16. The antenna system of claim 14, wherein the at least one transformer in the coaxial waveguide comprises:

a first transformer in series with the plug; and

a second transformer in series with the first transform and the plug, wherein an input impedance looking into an equivalent circuit of the first transformer, the second transformer, the plug, and a shunt coaxial aperture impedance is low-frequency capacitive in the first frequency band and is high-frequency inductive in the first frequency band.

17. The antenna system of claim 16, wherein the first transformer is formed from a dielectric ring and the second transformer is formed as a protrusion in the coaxial waveguide.

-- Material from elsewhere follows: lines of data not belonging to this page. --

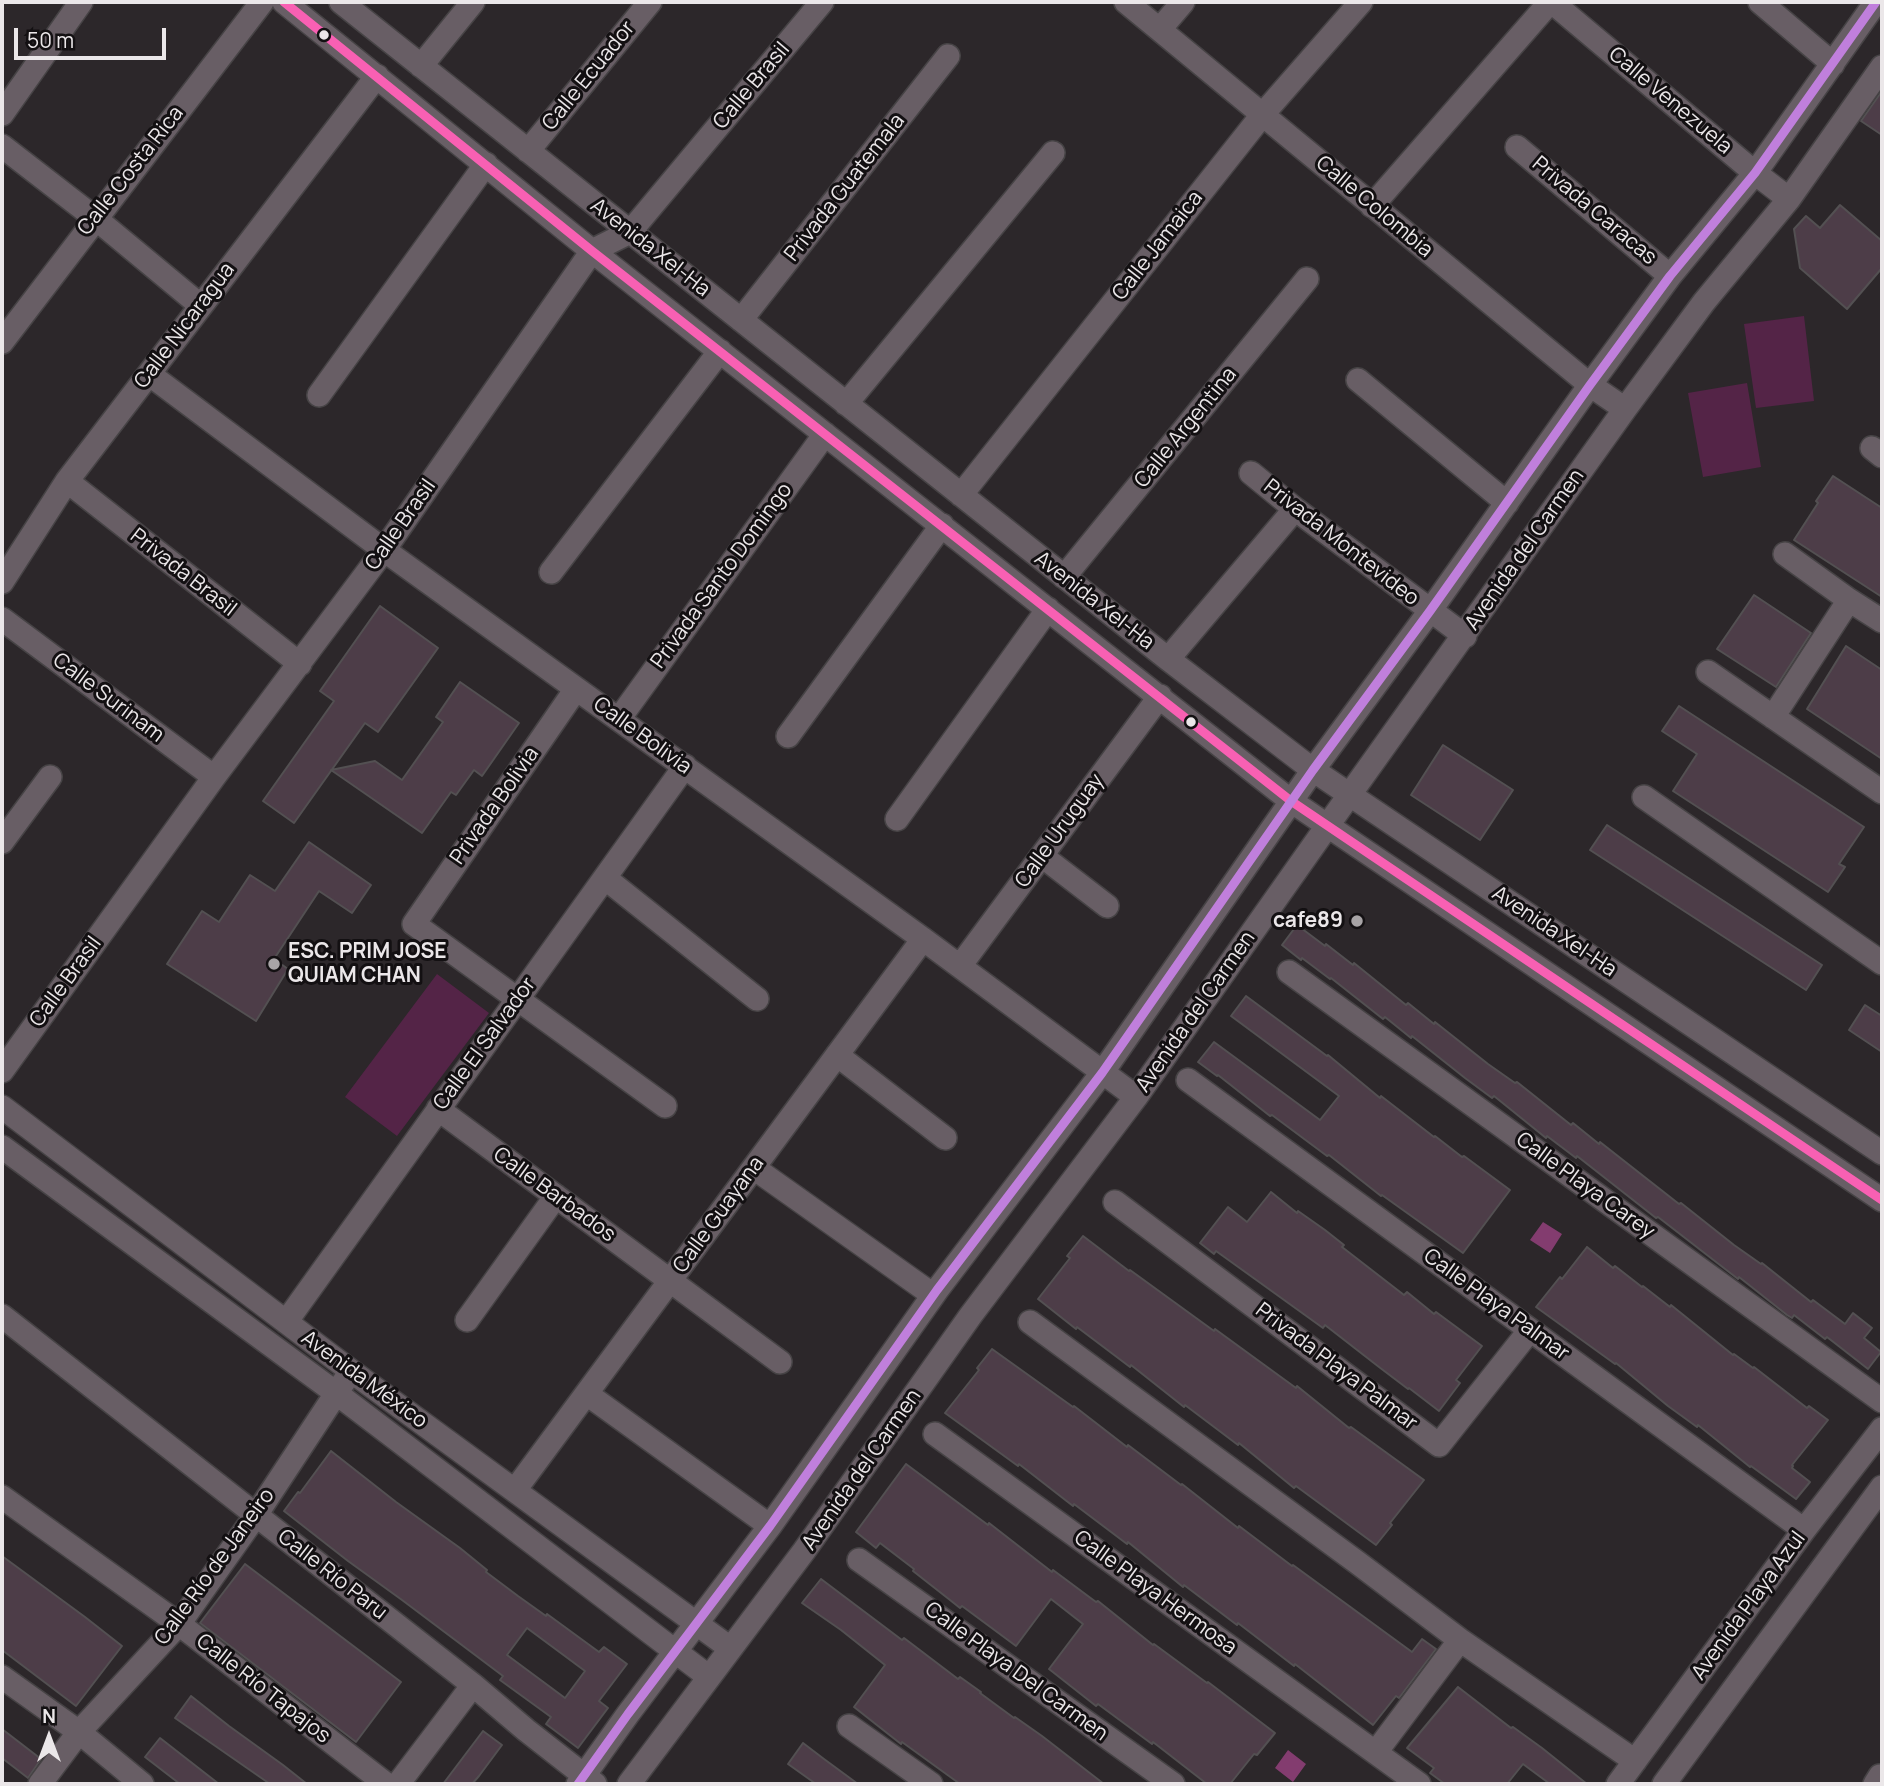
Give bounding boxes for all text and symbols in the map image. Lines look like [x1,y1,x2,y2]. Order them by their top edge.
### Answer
scale bar [18,14,170,58]
street label: Calle Ecuador [537,16,641,136]
text: 50 m [27,26,74,54]
unlabelled marker [317,28,331,42]
street label: Calle Brasil [708,37,796,135]
street label: Calle Venezuela [1603,42,1737,160]
street label: Calle Costa Rica [73,101,189,241]
street label: Privada Guatemala [780,109,910,267]
street label: Calle Colombia [1311,151,1437,263]
street label: Privada Caracas [1527,152,1661,270]
street label: Calle Jamaica [1107,186,1209,306]
street label: Avenida Xel-Ha [585,194,715,302]
street label: Calle Nicaragua [130,258,240,394]
street label: Calle Argentina [1130,363,1242,493]
street label: Avenida del Carmen [1460,465,1590,635]
street label: Calle Brasil [360,475,442,575]
street label: Privada Montevideo [1258,475,1424,611]
street label: Privada Santo Domingo [646,478,798,674]
street label: Privada Brasil [125,524,241,622]
street label: Avenida Xel-Ha [1029,547,1159,655]
street label: Calle Surinam [47,648,169,748]
street label: Calle Bolivia [588,692,696,780]
unlabelled marker [1184,715,1198,729]
street label: Privada Bolivia [445,742,545,870]
street label: Calle Uruguay [1010,769,1110,893]
street label: Avenida Xel-Ha [1487,881,1621,983]
place label: cafe89 [1273,908,1343,934]
marker: cafe89 [1349,913,1365,929]
street label: Avenida del Carmen [1131,927,1261,1097]
street label: Calle Brasil [25,932,107,1032]
place label: ESC. PRIM JOSE QUIAM CHAN [288,939,447,989]
marker: ESC. PRIM JOSE QUIAM CHAN [266,956,282,972]
street label: Calle El Salvador [428,973,542,1115]
street label: Calle Playa Carey [1511,1127,1659,1245]
street label: Calle Barbados [488,1142,620,1248]
street label: Calle Guayana [668,1152,770,1278]
street label: Calle Playa Palmar [1418,1244,1574,1366]
street label: Privada Playa Palmar [1250,1298,1422,1436]
street label: Avenida México [296,1326,432,1434]
street label: Avenida del Carmen [797,1385,927,1555]
street label: Calle Río de Janeiro [150,1484,280,1650]
street label: Calle Río Paru [272,1525,392,1625]
street label: Calle Playa Hermosa [1069,1525,1241,1661]
street label: Avenida Playa Azul [1687,1527,1811,1685]
street label: Calle Playa Del Carmen [920,1597,1112,1747]
street label: Calle Río Tapajos [191,1629,335,1749]
north arrow [14,1702,84,1772]
text: N [42,1703,56,1729]

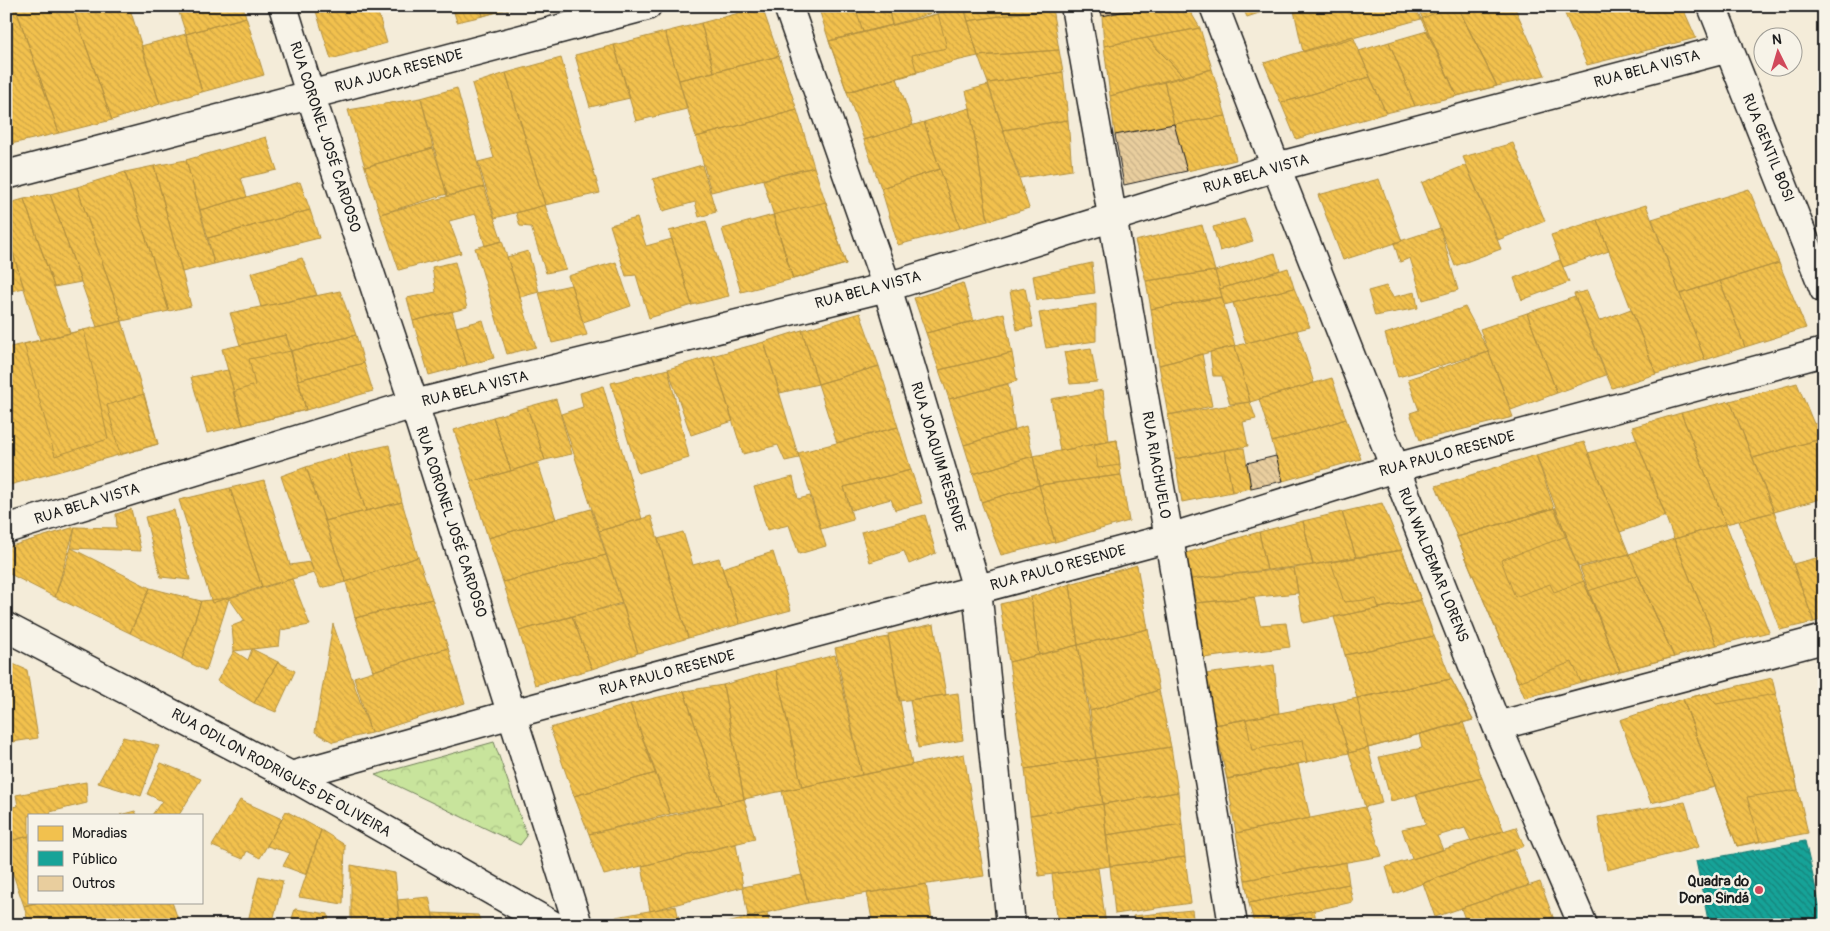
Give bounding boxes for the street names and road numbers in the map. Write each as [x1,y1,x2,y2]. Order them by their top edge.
street label: RUA CORONEL JOSÉ CARDOSO [285,39,365,235]
street label: RUA JUCA RESENDE [333,45,465,97]
street label: RUA BELA VISTA [1592,46,1702,92]
street label: RUA GENTIL BOSI [1738,91,1798,205]
street label: RUA BELA VISTA [1201,150,1311,198]
street label: RUA BELA VISTA [813,267,923,313]
street label: RUA BELA VISTA [420,367,530,411]
street label: RUA JOAQUIM RESENDE [906,380,970,535]
street label: RUA RIACHUELO [1137,410,1175,520]
street label: RUA CORONEL JOSÉ CARDOSO [411,424,491,620]
street label: RUA PAULO RESENDE [1377,427,1517,481]
street label: RUA BELA VISTA [32,479,142,529]
street label: RUA WALDEMAR LORENS [1393,485,1473,645]
street label: RUA PAULO RESENDE [988,541,1128,595]
street label: RUA PAULO RESENDE [597,646,737,700]
street label: RUA ODILON RODRIGUES DE OLIVEIRA [168,704,394,842]

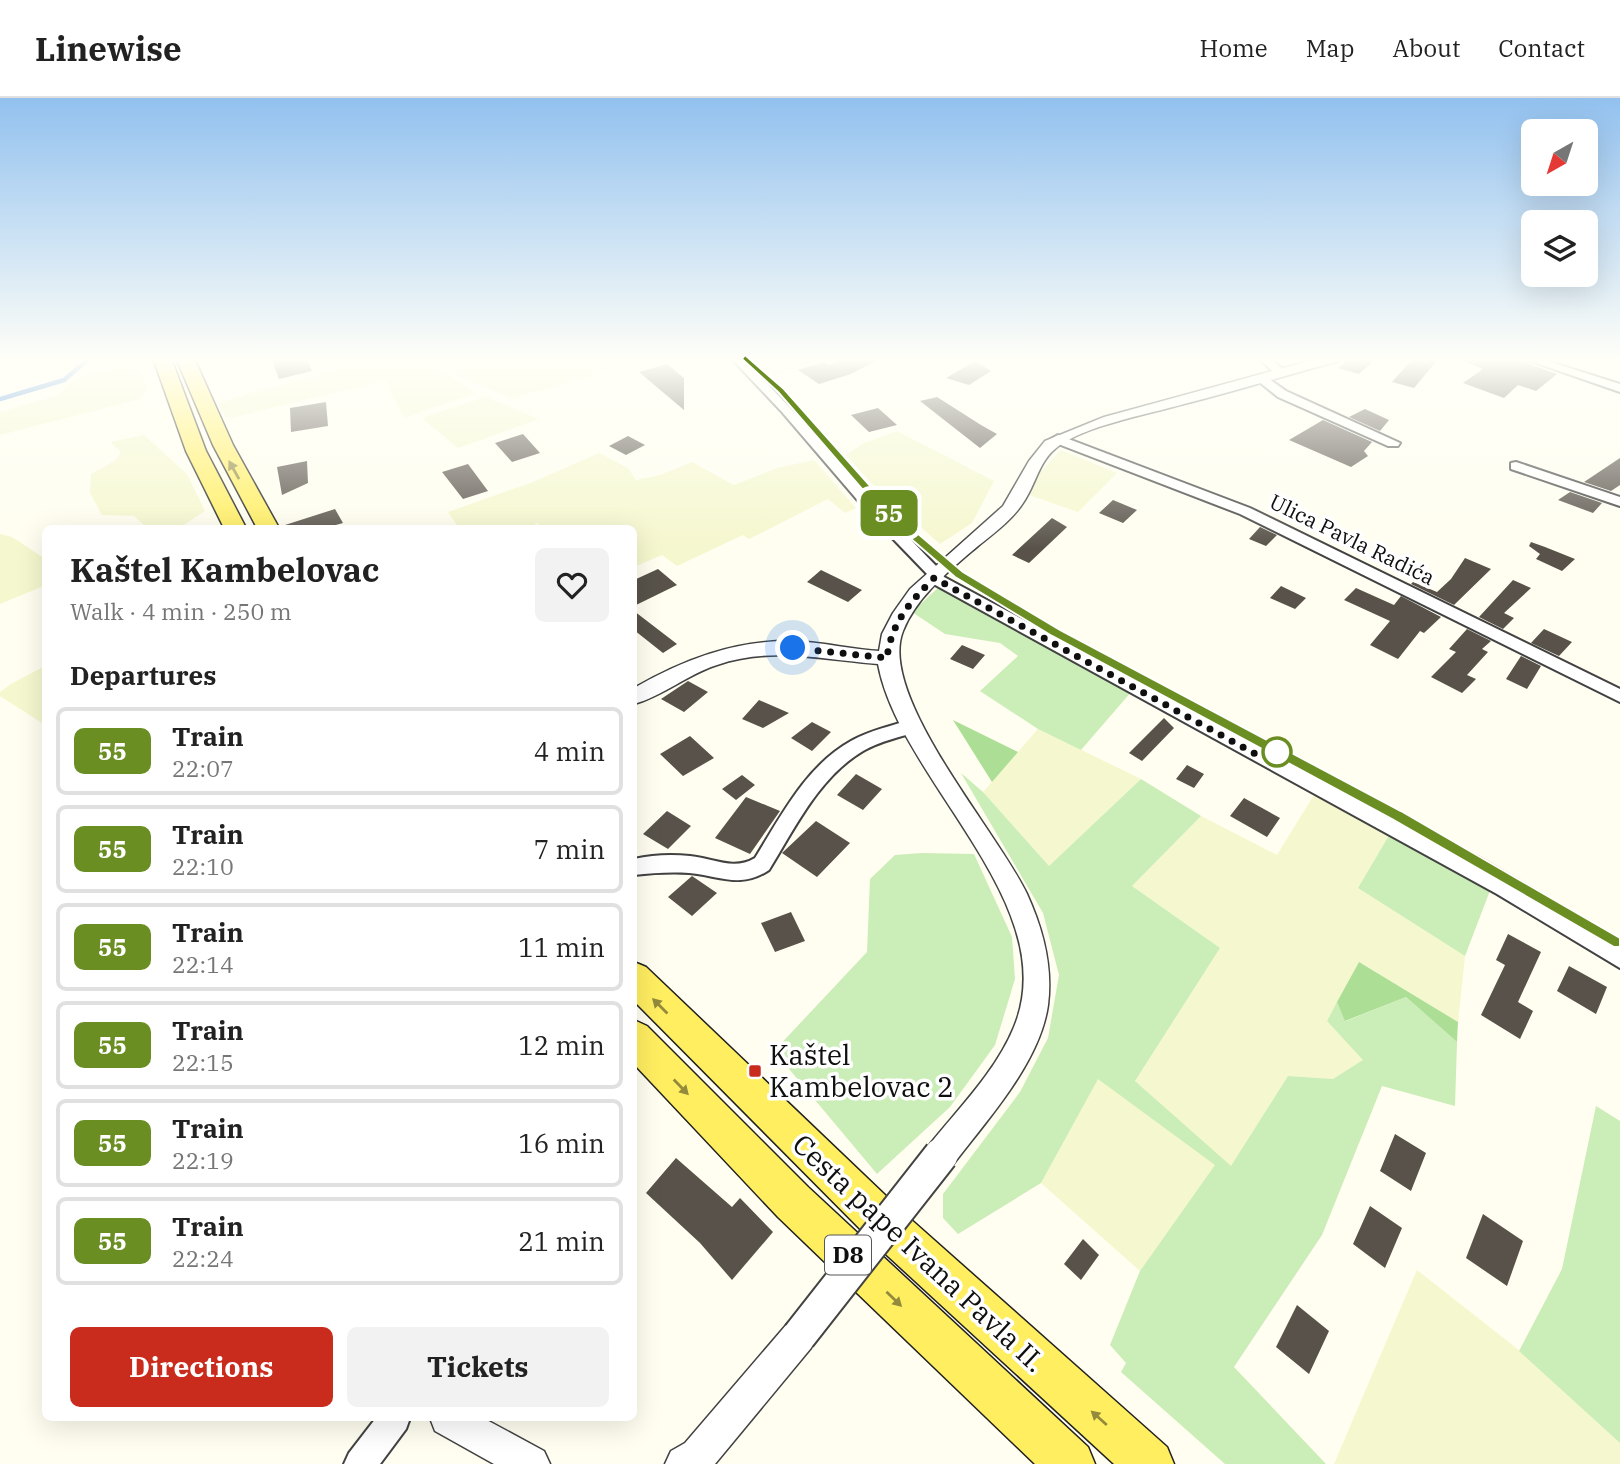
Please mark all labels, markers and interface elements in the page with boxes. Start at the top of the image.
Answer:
text: Linewise [35,27,182,70]
text: Home [1200,32,1268,64]
text: Map [1306,32,1354,64]
text: About [1392,32,1460,64]
text: Contact [1498,32,1585,64]
north arrow [1521,119,1598,196]
map controls [1521,119,1598,287]
button: layers [1521,210,1598,287]
one-way arrow [228,460,240,479]
street label: Ulica Pavla Radića [1265,487,1440,591]
line badge: 55 [858,490,920,536]
text: 55 [875,497,903,529]
text: Kaštel Kambelovac [70,548,379,591]
button: heart [535,548,609,622]
text: Walk · 4 min · 250 m [70,596,292,626]
your location [775,630,810,665]
text: Departures [70,658,216,692]
text: Train [172,719,244,753]
text: 4 min [534,734,605,768]
text: 55 [98,735,127,767]
unlabelled marker [1262,737,1292,767]
text: 22:07 [172,753,234,783]
text: Train [172,817,244,851]
text: 7 min [534,832,605,866]
text: 55 [98,833,127,865]
text: 22:10 [172,851,234,881]
text: Train [172,915,244,949]
text: 11 min [518,930,605,964]
text: 55 [98,931,127,963]
text: 22:14 [172,949,234,979]
one-way arrow [652,997,669,1014]
text: Train [172,1013,244,1047]
text: 12 min [518,1028,605,1062]
text: 55 [98,1029,127,1061]
place label: Kaštel Kambelovac 2 [769,1036,954,1105]
text: 22:15 [172,1047,234,1077]
marker: Kaštel Kambelovac 2 [747,1063,763,1079]
one-way arrow [673,1078,689,1095]
text: Train [172,1111,244,1145]
text: 16 min [518,1126,605,1160]
street label: Cesta pape Ivana Pavla II. [785,1126,1054,1380]
text: 55 [98,1127,127,1159]
text: 22:19 [172,1145,234,1175]
text: Train [172,1209,244,1243]
text: 21 min [518,1224,605,1258]
text: 55 [98,1225,127,1257]
road number: D8 [825,1236,871,1274]
text: 22:24 [172,1243,234,1273]
one-way arrow [886,1291,903,1308]
button: Directions [70,1327,333,1407]
button: Tickets [347,1327,609,1407]
one-way arrow [1091,1411,1108,1427]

18. The antenna system of claim 16, wherein the first transformer is formed from a protrusion in the coaxial waveguide and the second transformer is formed as a protrusion in the coaxial waveguide, wherein a first gap is between the first transformer and the inner surface of the outer conductive tube, and wherein a second gap is between the second transformer and the inner surface of the outer conductive tube.

19. The antenna system of claim 14, wherein the at least one transformer in the coaxial waveguide comprises:

a transformer, wherein the filter is positioned between the transformer and the plug, and wherein a length of the plug is optimized to increase a crossover gain in the second frequency band and decrease an axial ratio in the second frequency band.

20. A dual band concentric antenna feed comprising:

an outer conductive tube having an inner surface;

an inner conductive tube having an outer surface, the inner conductive tube positioned inside the outer conductive tube and coaxially aligned to a shared axis that extends a length of the outer conductive tube and the inner conductive tube, wherein a coaxial waveguide formed in a space between the inner surface of the outer conductive tube and the outer surface of the inner conductive tube supports a first frequency band, and wherein a circular waveguide formed within an inner surface of the inner conductive tube supports a second frequency band;

a first transformer in the coaxial waveguide;

a second transformer in the coaxial waveguide;

a filter in the coaxial waveguide, the filter designed so that, when the filter is evaluated independently over a first frequency band, with respect to an input port of the filter and with respect an output port of the filter, the filter is inductive at frequency f₁, capacitive at frequency f₂, and is well matched near frequency (f₁+f₂)/2; and

a dielectric plug in the coaxial waveguide, the plug filling a space between the outer surface of the inner conductive tube and the inner surface of the outer conductive tube at an aperture plane, the plug having a length of a quarter of a guide wavelength at (f₁+f₂)/2 in the first frequency band, wherein the first transformer is positioned between the plug and the second transformer, the second transformer is positioned between the first transformer and the filter, and wherein an input impedance looking into an equivalent circuit of the first transformer, the second transformer, the plug, and a shunt coaxial aperture impedance is low-frequency capacitive in the first frequency band and is high-frequency inductive in the first frequency band.